En toute circonstance le silence est une expression: celle de la limite d'un territoire relationnel. Il doit être respecté, du moment qu'il n'est pas tentative de manipulation affective ou générateur de sentiment d'injustice. Le silence est une façon de dire « je ne souhaite pas être en relation avec toi en ce moment ». Ces mots sont sans doute difficile à exprimer, et à entendre, mais ils sont pourtant essentiels pour donner du sens à ce qui n'en a pas. Le non-dit est un poison, une violence muette. Et le minimum qu'on puisse attendre d'une relation de confiance, c'est que les choses soient dites. Le silence non expliqué est une fuite qui laisse à l'autre le soin de trouver tout seul les explications manquantes. En ce sens le silence imposé est un puissant destructeur de confiance. Tout comme la communication construit une relation, le silence non-expliqué (non communiqué) détruit. Le silence imposé est un acte mortifère dans une relation.

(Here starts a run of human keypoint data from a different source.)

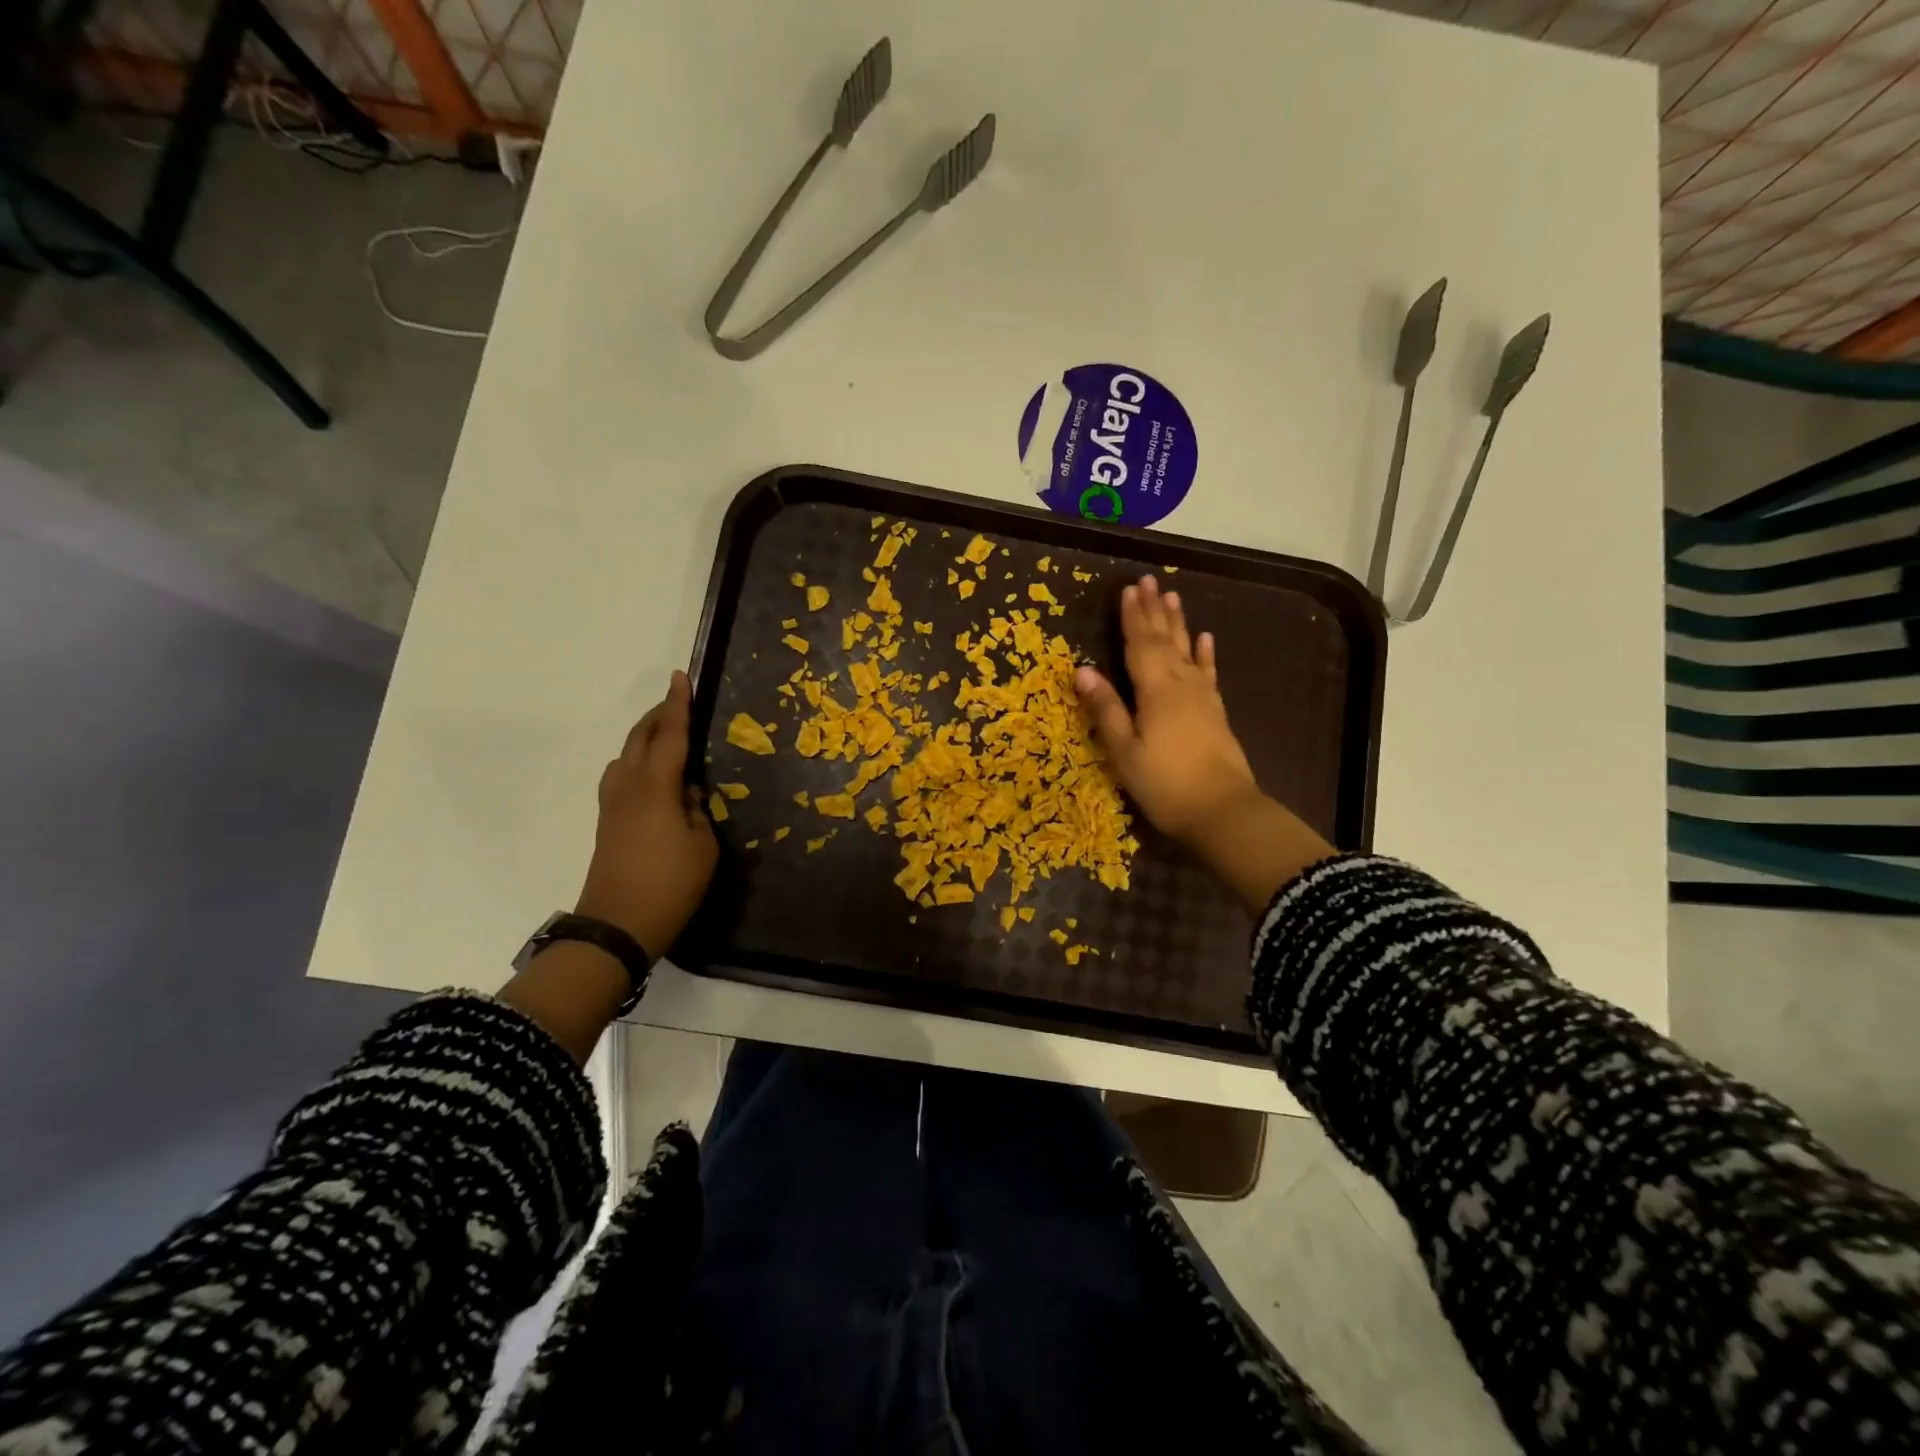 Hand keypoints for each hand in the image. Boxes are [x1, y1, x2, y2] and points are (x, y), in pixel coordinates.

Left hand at [575, 671, 717, 956]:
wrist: (617, 926)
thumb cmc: (670, 885)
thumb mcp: (703, 846)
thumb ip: (697, 809)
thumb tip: (688, 791)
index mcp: (656, 787)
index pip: (670, 735)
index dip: (678, 705)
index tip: (680, 677)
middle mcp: (629, 786)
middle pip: (639, 738)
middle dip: (657, 716)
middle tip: (677, 703)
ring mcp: (612, 804)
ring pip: (625, 756)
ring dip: (644, 738)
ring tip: (665, 738)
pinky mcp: (607, 822)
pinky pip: (621, 775)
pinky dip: (637, 761)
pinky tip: (652, 776)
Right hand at [1074, 575, 1259, 843]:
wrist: (1223, 811)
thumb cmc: (1165, 784)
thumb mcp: (1125, 751)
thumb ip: (1107, 709)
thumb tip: (1082, 670)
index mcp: (1155, 691)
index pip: (1140, 645)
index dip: (1132, 617)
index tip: (1128, 589)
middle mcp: (1181, 684)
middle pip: (1165, 640)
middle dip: (1155, 610)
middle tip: (1150, 580)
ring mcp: (1202, 697)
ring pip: (1187, 650)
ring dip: (1179, 623)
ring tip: (1173, 596)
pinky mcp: (1216, 712)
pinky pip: (1208, 673)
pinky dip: (1206, 654)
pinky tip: (1206, 638)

Il a donc un certain sens...
Mais la parole imposée est tout autant mortifère, si elle ne respecte pas un besoin de silence. Sans compter que la parole est parfois une forme de non-dit, lorsqu'elle se disperse au lieu d'aller à l'essentiel. Lorsqu'elle fait diversion et s'égare loin de ce qui doit être dit.
Et cet essentiel peut parfois être de dire simplement: ton silence m'inquiète.

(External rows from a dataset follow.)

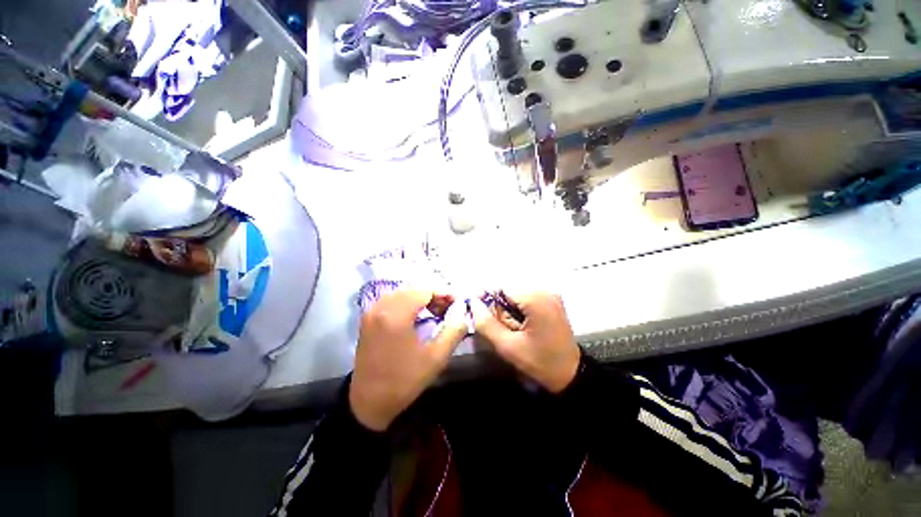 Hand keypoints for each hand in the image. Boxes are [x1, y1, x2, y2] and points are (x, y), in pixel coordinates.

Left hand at [349, 290, 467, 430]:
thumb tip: (464, 314)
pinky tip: (417, 313)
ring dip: (420, 297)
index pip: (424, 291)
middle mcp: (381, 307)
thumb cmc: (404, 380)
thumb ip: (454, 332)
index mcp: (396, 315)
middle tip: (449, 306)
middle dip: (433, 294)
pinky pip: (391, 300)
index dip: (444, 293)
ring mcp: (371, 312)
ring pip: (401, 293)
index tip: (458, 300)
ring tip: (436, 309)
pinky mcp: (367, 319)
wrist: (368, 402)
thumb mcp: (436, 358)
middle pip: (412, 289)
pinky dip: (406, 302)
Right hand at [471, 292, 579, 392]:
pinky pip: (525, 298)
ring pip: (516, 294)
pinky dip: (518, 309)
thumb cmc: (540, 362)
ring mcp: (550, 294)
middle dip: (499, 307)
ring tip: (512, 328)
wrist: (570, 374)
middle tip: (502, 328)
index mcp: (536, 299)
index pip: (501, 287)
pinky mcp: (551, 300)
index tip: (479, 313)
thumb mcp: (508, 347)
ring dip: (508, 309)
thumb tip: (472, 303)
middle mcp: (545, 291)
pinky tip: (521, 325)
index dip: (487, 298)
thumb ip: (486, 324)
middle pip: (509, 290)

Ce qui est certain, c'est que du silence ou de la parole, la seule chose qui détruise la relation est la non-écoute des besoins de l'autre. Accepter, accueillir un besoin de silence clairement exprimé ne détruit rien. C'est une mise en attente, une pause relationnelle, dont chacun des protagoniste peut tirer parti. Si les désirs son respectés la relation n'est pas endommagée et le lien de confiance demeure. Celui qui a eu besoin de silence peut vouloir se ressourcer ailleurs et ne peut être que reconnaissant que ce besoin ait été reconnu. Et si le temps de silence conduit à un éloignement... c'est qu'il devait en être ainsi. Parce que la vie est mouvement et constante évolution. On ne force pas les choses en matière de ressenti: c'est ou ce n'est pas, et la volonté n'y peut rien.
Il y a un silence dont je n'ai pas parlé: quand il n'y a plus rien à se dire. Quand le temps de relation est passé dans une sorte de vide affectif, ne persistant que par habitude ou conventions. Je pense à certains liens familiaux "obligés", ou aux couples qui n'ont plus rien à se dire dans leur vie de cohabitation. Mais peut-on encore parler de relation, lorsque c'en est à ce point ?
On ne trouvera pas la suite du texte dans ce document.